How Publishers Are Filling the Newsstand Void
Nature and publishers abhor a vacuum because vacuums suck.
The steady drip-drip-drip decline in the traditional newsstand system and the meteoric fall of Apple’s Newsstand project have created a vacuum in publishers’ efforts to sell their magazines and to get them discovered by new readers. Just last month, Time Inc. shuttered newsstand-dependent “All You” and reported that retail sales of its magazines have dropped 12% in just a year.
Sure, publishers’ growing presence on the web and social media helps them increase awareness of their magazines. But those media are made for telling, not showing: Rarely do they lead to people seeing an actual magazine, whether print or digital.
If you look hard enough, though, you can find promising tactics to stifle that giant sucking sound and to find new magazine readers -- and buyers:
The direct approach: Anecdotal reports indicate that an increasing number of publishers -- especially in the growing regional genre -- are bypassing the traditional newsstand system and selling directly to retailers.
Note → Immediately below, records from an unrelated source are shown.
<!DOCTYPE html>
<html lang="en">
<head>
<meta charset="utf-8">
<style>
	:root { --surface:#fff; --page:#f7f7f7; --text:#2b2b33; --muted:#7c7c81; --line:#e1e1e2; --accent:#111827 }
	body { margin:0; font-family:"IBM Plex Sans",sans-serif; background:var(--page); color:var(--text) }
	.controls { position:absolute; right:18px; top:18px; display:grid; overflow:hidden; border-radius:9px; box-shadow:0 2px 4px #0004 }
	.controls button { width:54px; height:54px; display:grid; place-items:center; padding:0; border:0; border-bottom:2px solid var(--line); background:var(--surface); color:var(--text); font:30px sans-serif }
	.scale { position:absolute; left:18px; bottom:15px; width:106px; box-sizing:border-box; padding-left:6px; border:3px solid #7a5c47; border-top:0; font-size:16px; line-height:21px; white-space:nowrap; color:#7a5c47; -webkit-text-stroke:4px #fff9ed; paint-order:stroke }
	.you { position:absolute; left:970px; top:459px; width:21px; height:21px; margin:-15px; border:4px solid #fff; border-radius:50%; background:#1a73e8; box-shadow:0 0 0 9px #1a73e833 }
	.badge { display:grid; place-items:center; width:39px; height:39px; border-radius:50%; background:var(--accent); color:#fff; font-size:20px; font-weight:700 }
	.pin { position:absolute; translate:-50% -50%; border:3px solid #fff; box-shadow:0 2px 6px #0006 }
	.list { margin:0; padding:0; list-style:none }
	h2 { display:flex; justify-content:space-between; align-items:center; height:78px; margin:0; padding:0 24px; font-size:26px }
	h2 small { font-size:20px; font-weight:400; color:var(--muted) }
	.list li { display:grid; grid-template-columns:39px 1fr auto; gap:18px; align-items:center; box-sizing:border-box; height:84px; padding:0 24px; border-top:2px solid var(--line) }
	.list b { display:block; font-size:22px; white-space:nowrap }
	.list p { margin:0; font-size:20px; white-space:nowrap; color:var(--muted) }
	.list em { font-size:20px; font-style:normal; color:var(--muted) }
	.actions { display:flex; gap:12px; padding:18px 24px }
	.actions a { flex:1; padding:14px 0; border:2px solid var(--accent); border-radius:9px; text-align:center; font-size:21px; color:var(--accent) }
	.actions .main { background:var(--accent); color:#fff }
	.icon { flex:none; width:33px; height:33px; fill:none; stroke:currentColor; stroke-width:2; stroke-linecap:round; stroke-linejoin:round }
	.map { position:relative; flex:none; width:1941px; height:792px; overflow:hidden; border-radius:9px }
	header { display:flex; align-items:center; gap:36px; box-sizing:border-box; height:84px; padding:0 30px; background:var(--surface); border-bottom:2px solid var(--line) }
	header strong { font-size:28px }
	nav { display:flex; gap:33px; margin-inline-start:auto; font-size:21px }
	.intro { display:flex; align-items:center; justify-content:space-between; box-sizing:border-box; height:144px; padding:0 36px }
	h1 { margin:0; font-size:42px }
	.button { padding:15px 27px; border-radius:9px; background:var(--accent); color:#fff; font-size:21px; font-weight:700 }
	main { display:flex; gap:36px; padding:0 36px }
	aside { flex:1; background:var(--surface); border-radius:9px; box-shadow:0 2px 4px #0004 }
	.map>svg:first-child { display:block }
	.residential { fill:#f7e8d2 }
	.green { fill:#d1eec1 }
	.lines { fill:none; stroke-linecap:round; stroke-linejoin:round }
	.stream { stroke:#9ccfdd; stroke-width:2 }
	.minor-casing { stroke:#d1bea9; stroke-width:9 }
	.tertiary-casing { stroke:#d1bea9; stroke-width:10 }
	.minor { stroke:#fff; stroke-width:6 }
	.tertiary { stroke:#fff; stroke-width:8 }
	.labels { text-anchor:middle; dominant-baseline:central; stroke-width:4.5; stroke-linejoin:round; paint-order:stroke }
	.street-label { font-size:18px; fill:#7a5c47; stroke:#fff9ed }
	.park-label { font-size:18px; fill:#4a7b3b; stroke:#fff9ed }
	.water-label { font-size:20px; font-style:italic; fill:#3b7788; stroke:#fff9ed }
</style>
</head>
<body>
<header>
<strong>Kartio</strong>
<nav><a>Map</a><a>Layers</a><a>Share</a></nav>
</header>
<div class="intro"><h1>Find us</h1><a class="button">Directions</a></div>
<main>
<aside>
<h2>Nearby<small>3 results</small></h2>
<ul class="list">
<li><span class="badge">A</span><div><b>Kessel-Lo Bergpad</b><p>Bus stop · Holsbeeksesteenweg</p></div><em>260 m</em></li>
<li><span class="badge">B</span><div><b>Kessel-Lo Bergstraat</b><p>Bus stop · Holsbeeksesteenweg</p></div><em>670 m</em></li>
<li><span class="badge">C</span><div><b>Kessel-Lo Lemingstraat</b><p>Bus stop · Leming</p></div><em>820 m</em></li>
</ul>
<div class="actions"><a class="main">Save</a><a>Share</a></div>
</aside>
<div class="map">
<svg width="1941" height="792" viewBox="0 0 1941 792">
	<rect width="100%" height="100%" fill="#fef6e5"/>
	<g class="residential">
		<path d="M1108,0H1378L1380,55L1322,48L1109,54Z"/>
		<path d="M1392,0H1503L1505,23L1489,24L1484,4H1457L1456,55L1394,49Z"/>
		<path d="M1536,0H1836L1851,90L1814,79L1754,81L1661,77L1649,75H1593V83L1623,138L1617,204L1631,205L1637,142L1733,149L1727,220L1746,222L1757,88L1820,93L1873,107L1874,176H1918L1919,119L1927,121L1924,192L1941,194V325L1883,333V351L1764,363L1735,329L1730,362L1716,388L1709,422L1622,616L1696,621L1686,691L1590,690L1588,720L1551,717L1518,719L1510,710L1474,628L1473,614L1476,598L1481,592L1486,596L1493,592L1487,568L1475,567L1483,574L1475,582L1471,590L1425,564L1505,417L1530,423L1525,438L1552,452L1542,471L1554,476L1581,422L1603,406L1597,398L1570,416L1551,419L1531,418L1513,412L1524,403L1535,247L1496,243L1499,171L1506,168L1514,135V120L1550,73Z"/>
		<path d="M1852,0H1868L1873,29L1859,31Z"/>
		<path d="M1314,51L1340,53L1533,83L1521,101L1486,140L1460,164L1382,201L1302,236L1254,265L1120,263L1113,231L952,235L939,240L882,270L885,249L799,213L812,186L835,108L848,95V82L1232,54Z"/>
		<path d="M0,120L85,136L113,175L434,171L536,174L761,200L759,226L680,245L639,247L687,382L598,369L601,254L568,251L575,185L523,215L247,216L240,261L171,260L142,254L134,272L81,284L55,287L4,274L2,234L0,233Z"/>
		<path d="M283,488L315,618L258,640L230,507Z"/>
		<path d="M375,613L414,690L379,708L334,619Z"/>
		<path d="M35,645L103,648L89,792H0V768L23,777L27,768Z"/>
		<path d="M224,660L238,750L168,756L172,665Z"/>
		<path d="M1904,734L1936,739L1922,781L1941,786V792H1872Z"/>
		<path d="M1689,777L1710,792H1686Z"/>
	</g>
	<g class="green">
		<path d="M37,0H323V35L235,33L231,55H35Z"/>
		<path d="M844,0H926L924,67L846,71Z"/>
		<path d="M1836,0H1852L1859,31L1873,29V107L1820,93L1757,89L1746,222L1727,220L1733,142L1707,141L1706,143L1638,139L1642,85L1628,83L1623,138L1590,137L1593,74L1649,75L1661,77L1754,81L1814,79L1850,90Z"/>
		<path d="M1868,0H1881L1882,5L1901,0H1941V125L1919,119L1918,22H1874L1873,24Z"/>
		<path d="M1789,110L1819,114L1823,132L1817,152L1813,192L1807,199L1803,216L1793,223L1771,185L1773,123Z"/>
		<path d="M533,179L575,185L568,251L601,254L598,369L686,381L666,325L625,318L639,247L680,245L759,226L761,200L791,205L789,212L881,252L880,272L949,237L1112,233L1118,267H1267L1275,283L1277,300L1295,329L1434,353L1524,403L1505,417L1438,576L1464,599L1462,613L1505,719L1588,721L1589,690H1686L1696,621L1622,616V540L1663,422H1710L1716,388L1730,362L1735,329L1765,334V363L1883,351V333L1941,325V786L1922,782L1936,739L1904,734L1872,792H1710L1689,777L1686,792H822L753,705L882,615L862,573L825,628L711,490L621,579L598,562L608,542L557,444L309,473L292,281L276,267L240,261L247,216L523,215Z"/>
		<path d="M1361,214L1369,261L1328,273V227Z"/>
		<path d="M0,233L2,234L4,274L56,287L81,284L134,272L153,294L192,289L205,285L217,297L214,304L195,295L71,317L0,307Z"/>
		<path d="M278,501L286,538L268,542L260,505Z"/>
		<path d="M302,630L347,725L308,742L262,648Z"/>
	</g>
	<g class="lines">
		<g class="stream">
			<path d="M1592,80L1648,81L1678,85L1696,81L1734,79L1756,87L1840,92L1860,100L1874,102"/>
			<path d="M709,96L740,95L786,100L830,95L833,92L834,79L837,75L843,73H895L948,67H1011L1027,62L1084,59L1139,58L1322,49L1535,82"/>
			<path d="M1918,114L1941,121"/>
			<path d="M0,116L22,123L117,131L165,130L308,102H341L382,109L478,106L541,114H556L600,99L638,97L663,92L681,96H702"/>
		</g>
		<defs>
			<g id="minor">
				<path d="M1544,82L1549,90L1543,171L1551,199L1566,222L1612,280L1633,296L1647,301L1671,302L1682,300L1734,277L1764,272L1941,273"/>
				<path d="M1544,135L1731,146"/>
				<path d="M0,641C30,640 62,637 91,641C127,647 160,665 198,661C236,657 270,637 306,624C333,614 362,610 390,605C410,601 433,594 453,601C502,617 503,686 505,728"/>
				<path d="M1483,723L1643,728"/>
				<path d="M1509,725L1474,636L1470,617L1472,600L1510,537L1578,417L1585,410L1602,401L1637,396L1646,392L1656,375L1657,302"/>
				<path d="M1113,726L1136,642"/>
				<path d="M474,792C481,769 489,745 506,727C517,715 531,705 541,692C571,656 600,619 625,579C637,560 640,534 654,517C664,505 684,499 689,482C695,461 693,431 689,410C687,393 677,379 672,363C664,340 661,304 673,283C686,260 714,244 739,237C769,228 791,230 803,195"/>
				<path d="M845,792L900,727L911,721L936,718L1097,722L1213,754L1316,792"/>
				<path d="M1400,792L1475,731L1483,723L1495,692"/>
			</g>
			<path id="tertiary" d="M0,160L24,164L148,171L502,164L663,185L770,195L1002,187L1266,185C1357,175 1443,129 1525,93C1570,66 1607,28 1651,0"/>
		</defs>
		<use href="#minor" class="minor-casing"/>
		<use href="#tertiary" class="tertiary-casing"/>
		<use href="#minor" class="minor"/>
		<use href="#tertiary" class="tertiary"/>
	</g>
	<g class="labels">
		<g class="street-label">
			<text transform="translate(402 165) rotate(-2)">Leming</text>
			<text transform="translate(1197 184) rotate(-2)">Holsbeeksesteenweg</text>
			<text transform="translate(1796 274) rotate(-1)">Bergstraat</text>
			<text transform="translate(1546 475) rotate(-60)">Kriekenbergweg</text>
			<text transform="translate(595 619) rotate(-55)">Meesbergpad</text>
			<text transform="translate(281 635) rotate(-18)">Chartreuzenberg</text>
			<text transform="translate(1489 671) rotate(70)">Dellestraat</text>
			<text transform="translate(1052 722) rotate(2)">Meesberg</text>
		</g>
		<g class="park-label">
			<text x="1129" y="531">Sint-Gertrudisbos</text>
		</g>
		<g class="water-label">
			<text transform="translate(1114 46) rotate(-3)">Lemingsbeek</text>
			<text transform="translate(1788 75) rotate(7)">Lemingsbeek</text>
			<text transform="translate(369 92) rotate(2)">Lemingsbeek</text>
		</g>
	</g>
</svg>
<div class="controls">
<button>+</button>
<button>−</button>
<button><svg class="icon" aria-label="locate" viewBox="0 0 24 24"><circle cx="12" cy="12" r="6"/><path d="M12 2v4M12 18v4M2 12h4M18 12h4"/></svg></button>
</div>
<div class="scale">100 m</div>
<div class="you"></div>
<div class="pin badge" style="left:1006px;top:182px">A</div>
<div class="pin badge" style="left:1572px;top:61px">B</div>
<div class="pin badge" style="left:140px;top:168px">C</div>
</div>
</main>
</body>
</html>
Joe Berger, a newsstand consultant and blogger, confirms that he’s seeing more publishers going direct to retail. For example, one of the big dollar-store chains is selling “hundreds of thousands” of magazine and bookazine copies not distributed via the newsstand system, he says.
His blog recently noted that the web sites of startup niche publications like Kinfolk and The Great Discontent have stockist pages featuring some stores like Anthropologie that aren’t even typical magazine retailers. (No, my New York friends, “stockist” is not Charlie the Tuna’s employer; it’s a retailer that stocks a particular product.)
One store owner who carries many direct-to-retail magazines told Dead Tree Edition, “I am grateful they exist as they do really well on our newsstand.”
Going old school: When it comes to developing alternative sales channels, “North America’s oldest continuously published periodical,” the 223-year-old Old Farmer’s Almanac (OFA), can teach the whippersnapper startups a few lessons.
The almanac is published -- ads and all -- in magazine, paperback book, hardcover book, and Kindle editions. That means it’s on sale in many bookstores, web sites, and other retail outlets that don’t even carry magazines. And the paperback is selling nearly 200 copies a day on Amazon alone, judging by its recent #524 book ranking on the big ecommerce site.
OFA’s web site makes it easy for retailers to order copies of the almanac and related products at wholesale, conveniently prepackaged in floor stands and counter displays. Non-profits can also download a mini-catalog of OFA products that they can sell as a nearly turnkey fundraiser.
Finding the right texture: Just when it looked like time to throw in the towel on the concept of mass-market digital magazines, whose subscriptions have plateaued at just a fraction of magazines’ total circulation levels, along comes a pleasant surprise.
“There has been a major increase in [digital] single copy sales over the past two years,” reports Thea Selby of Next Steps Marketing, who’s been tracking U.S. digital-magazine sales for several years. “National Geographic went from a tepid barely 1,000 copies sold per issue to over 30,000 in digital single copy sales from last year,” and Maxim’s single-copy surge was nearly as dramatic.
Texture, an all-you-can read app from the publishing consortium Next Issue Media, has caused nearly all that growth, she writes. Every time a Texture subscriber reads a particular magazine, the publisher gets a share of the revenue and counts it as a single-copy sale of that issue.
The revenue per sale may be small, but there are no printing costs and no unsold copies. Texture offers publishers a risk-free way to expose their titles to readers who have demonstrated a willingness to pay for magazines.
Freebies: Copies given away to select audiences are a critical component of many a magazine’s circulation strategy.
Events, a booming business for publishers, can be the perfect venue to showcase a publication. City magazines often place copies in the rooms of high-end hotels. Amazon is trying to get Kindle Fire owners interested in digital publications by offering them three free issues of leading consumer titles.
Time Inc. is taking free to a new level with its upcoming launch of a U.S. offshoot from Wallpaper*, its high-end international architecture-and-design title. Foregoing newsstand sales and direct-mail promotions, Time will make the quarterly “Bespoke U.S. Edition” available only to 250,000 affluent consumers it has selected to receive free copies in the mail.
Paint it black: Black Friday is one of the biggest shopping days of the year at Barnes and Noble -- except for magazine sales. This year, to lure more shoppers into the magazine section, B&N will be promoting a one-day-only 30% off sale on all periodicals.
Publishers will eat the discount, leaving them little margin on the copies sold that day. But they should get a bump in paid circulation and exposure to new readers who can’t resist a bargain.